Time for my end-of-the-month bird count. Usually when I do this in the last week of March almost all the Black-Headed Gulls have already left. But today I found 383 of them, nearly all now in full breeding plumage, hanging around ready to go but not gone yet.
A postscript to Andy Sunters's helpful comment on the entry for 24 March about the Black-Headed Gull playing with a stick. He has made a sequence of pictures of a gull playing the whole game of dropping a stick and then flying down to catch it in midair; well worth a look. Today on the lake, our gull was playing with a bigger stick but still dropping it in the water rather than catching it as it fell.
Some Shovellers are still here, though I only found 17 on the Long Water and two on the Round Pond.
There were several Pied Wagtails flitting round the edge of the Serpentine, hard to count as they whizz out of sight and you are not sure whether the next sighting is of the same bird. Here one perches in a tree, looking quite unlike the strongly patterened black and white bird you see when they are running around on the ground.
There was a small flock of Goldfinches flying around trees near Kensington Palace, hard to see clearly against the sky but instantly recognisable by their excited chattering.
More news about the shells of oriental Golden Clam (Cornicula fluminea) found in boats on the Serpentine -- see my entry for 3 March. It is now almost certain that this identification is right, and the London Invasive Species Initiative and the Environment Agency are concerned about the invasion. The species has already been found in the Thames at Twickenham and Ham. When very small, the clams can stick to the plumage of birds and thus be carried long distances. It is possible that they came over on gulls from Holland, for example, where these clams are already established. They have a harmful effect on fish, as small clams grow as a parasite in their gills. Colonies of clams have also caused trouble by blocking water filters.
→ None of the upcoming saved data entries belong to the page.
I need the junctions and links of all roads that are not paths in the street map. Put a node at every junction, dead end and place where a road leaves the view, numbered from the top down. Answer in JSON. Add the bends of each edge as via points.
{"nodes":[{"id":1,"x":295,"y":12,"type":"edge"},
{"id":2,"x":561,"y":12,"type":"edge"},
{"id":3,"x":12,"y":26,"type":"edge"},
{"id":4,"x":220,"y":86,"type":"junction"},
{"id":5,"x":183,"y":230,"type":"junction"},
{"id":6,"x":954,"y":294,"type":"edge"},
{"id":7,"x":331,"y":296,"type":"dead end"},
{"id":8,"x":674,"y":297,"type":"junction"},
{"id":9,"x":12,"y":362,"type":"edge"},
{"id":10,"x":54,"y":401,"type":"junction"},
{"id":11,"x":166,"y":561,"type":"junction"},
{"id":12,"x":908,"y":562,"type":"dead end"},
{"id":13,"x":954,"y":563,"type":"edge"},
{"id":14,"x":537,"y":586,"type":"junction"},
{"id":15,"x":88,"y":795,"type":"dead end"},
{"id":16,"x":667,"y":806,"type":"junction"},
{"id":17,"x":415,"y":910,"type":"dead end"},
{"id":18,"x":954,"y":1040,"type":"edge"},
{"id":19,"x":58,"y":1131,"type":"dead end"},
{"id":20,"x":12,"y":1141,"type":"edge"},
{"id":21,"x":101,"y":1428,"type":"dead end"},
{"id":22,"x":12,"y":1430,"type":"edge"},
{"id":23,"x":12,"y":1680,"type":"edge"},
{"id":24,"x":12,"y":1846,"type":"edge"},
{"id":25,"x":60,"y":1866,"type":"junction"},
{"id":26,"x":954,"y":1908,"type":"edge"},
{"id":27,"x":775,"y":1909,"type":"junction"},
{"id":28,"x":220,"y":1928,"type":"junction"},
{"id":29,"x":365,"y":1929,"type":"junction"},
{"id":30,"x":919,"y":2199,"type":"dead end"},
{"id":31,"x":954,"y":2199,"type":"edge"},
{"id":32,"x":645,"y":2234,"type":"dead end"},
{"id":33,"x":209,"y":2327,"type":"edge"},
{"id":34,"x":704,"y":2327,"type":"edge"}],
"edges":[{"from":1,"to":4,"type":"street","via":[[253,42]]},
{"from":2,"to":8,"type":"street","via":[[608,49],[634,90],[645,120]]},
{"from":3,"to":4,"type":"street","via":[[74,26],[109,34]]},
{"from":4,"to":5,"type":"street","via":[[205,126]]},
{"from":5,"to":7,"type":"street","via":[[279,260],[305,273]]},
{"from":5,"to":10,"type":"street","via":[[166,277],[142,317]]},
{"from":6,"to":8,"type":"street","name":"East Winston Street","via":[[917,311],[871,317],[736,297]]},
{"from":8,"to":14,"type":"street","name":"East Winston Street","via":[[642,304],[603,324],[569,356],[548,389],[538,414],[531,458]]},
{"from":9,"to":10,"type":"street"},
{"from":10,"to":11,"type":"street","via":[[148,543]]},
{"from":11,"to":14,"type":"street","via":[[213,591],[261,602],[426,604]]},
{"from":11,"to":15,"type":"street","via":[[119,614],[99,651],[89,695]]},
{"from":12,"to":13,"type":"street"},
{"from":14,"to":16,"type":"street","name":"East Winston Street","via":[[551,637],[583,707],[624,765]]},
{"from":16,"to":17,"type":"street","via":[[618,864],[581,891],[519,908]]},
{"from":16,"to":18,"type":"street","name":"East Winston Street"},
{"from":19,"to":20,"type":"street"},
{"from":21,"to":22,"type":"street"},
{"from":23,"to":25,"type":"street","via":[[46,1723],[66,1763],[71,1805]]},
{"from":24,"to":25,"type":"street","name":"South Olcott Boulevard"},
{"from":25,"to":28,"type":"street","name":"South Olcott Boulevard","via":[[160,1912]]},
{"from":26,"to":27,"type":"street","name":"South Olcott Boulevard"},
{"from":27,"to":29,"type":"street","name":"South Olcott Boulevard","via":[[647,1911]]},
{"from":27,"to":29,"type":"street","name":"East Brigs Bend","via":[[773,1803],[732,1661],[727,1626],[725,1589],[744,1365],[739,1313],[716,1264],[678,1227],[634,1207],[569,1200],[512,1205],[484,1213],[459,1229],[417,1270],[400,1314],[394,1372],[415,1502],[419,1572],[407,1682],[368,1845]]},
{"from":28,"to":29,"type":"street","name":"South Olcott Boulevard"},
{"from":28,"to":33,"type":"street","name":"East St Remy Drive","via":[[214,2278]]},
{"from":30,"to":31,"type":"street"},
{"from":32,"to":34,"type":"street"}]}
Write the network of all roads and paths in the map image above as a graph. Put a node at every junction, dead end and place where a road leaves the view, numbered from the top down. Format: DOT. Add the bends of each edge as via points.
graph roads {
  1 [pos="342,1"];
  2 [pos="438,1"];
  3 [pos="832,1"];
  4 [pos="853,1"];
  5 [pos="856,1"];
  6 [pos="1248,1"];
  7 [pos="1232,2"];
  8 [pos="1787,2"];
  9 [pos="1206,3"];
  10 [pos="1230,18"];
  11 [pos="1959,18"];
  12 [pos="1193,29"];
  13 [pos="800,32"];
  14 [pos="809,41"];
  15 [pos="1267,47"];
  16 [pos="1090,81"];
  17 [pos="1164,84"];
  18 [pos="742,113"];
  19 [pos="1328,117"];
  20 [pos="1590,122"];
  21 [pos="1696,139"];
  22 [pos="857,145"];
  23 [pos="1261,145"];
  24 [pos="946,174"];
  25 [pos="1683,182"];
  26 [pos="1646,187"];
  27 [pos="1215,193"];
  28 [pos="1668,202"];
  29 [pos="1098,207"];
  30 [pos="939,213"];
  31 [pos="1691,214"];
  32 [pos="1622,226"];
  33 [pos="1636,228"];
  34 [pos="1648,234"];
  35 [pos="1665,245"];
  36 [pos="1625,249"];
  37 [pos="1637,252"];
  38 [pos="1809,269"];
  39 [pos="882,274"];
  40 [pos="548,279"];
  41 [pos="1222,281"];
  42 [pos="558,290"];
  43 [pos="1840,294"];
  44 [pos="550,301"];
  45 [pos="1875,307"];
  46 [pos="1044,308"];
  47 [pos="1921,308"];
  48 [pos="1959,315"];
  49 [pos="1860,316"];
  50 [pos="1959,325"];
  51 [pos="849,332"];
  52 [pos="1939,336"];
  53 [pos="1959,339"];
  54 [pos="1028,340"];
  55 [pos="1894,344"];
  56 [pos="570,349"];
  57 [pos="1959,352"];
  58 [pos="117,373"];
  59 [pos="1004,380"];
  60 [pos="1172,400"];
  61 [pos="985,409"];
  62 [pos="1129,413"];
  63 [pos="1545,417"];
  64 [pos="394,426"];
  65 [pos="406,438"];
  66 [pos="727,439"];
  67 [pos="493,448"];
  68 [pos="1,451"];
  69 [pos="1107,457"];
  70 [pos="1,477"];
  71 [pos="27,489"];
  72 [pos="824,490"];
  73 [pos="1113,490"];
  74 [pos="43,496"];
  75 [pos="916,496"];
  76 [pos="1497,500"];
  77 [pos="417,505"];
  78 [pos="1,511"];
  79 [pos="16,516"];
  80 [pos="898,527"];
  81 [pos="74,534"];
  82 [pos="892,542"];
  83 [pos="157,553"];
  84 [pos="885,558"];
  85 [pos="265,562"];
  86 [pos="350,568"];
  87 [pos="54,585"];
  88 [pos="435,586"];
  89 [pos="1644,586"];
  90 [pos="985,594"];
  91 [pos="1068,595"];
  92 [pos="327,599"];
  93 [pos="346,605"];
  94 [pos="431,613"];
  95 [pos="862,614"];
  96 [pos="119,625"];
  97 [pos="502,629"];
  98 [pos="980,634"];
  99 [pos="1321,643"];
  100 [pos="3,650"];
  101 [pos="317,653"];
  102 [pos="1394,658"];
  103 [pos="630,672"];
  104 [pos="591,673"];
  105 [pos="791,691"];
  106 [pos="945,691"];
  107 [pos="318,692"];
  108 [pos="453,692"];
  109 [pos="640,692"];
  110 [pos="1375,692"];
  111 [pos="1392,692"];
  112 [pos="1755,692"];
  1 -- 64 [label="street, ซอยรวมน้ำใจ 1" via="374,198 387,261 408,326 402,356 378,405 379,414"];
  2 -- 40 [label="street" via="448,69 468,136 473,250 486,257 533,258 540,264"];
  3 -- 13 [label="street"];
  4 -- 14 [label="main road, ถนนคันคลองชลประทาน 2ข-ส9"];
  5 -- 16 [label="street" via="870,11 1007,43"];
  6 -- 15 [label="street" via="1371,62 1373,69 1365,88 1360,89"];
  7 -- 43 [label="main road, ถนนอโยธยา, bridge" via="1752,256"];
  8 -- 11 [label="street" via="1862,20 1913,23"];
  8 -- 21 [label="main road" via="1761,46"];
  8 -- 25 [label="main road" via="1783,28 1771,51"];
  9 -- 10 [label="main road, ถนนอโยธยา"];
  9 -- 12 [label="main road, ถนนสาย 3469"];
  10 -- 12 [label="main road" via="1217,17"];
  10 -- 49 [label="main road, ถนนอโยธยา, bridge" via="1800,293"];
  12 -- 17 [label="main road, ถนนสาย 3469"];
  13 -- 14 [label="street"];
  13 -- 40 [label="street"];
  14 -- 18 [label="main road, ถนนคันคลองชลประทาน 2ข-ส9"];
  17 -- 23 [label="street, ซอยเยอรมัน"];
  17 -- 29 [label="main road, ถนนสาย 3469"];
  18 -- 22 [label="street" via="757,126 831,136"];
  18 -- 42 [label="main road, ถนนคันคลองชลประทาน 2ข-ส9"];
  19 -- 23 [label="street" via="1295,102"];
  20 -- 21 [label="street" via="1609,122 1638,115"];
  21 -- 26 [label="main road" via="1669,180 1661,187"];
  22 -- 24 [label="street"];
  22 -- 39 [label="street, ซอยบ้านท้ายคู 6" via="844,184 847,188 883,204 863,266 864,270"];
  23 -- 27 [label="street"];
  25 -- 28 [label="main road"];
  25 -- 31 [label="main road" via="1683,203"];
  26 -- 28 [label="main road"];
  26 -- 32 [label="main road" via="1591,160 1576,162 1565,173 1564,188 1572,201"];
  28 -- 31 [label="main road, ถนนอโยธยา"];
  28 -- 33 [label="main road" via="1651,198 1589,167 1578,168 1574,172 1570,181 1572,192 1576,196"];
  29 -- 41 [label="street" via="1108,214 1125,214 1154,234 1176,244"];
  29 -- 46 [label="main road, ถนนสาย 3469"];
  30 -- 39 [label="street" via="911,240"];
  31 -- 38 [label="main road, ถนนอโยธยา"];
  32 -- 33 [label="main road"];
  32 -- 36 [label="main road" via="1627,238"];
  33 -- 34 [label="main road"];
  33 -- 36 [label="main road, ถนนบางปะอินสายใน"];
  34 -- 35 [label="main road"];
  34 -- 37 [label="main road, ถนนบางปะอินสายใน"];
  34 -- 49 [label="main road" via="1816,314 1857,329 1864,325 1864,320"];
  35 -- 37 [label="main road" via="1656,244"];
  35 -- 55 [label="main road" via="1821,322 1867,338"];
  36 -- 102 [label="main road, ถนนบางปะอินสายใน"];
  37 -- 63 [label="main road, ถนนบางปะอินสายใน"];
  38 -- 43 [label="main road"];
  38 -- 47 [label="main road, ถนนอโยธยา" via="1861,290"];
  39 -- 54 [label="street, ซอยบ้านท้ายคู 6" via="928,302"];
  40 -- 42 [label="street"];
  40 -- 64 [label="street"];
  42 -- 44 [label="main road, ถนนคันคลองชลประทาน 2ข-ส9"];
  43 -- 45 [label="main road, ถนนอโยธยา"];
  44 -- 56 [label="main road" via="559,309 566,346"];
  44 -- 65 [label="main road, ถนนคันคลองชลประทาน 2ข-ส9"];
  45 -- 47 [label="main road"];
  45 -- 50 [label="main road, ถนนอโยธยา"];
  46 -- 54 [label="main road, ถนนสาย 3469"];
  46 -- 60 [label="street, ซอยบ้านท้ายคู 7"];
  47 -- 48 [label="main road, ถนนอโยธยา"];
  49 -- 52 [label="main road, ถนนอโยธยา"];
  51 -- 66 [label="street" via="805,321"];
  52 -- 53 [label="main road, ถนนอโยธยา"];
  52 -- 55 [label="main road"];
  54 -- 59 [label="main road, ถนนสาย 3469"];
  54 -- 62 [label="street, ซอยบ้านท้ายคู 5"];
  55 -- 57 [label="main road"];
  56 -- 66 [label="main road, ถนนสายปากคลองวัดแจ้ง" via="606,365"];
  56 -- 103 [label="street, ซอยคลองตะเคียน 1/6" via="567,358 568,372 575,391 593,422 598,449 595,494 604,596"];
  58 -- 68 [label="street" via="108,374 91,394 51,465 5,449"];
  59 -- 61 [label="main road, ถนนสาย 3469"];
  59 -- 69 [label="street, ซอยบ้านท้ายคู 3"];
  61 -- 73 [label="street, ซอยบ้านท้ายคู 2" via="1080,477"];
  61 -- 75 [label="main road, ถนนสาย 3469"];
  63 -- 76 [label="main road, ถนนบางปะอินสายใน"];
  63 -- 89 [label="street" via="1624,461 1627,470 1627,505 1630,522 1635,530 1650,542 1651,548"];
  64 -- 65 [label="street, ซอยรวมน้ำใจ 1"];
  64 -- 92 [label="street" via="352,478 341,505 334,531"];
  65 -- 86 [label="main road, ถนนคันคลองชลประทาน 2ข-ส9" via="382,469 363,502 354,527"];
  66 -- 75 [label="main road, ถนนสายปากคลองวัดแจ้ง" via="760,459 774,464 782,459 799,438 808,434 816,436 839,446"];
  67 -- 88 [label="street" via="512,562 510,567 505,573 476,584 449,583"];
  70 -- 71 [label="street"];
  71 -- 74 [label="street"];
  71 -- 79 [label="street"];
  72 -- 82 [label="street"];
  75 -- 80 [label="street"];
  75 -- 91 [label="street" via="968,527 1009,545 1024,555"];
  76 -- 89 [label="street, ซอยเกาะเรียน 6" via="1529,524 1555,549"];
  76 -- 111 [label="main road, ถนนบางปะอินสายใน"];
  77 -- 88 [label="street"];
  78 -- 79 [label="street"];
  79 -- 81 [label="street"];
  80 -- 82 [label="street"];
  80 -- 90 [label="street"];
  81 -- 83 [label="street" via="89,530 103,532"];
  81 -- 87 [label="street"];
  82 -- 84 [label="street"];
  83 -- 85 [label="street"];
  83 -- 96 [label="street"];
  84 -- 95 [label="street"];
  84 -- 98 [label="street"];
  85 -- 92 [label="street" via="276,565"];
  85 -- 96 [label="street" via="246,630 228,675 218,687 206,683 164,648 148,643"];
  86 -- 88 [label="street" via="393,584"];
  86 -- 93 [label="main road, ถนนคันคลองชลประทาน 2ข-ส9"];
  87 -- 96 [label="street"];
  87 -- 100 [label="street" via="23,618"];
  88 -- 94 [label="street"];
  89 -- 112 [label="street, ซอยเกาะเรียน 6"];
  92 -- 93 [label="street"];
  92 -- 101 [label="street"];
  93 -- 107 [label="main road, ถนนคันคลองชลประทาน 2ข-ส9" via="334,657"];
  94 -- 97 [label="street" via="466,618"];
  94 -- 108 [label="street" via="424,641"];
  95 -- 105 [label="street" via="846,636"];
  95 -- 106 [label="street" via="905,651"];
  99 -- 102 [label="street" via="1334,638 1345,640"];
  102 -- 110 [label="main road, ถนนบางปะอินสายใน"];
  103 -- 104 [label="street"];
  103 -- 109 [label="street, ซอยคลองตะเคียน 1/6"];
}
They are normally thought of as a species of warm climates, and have revealed unexpected powers of survival in cold conditions.
Now I realise that these are the shells I found on the beach of the Thames somewhere in Central London, within the last few months (can't remember where for sure, probably somewhere near Southbank). But I suppose empty shells could just be washed down/up river by the tides.
ReplyDeleteThe ones in the Serpentine were found in boats, and must have been dropped by gulls. The same could happen on the river, so shells could turn up anywhere. I am guessing that the clams died of natural causes (cold weather?) and the shells gaped open, so that the gulls were able to extract the contents, after which they would have dropped the empty shell wherever they happened to be.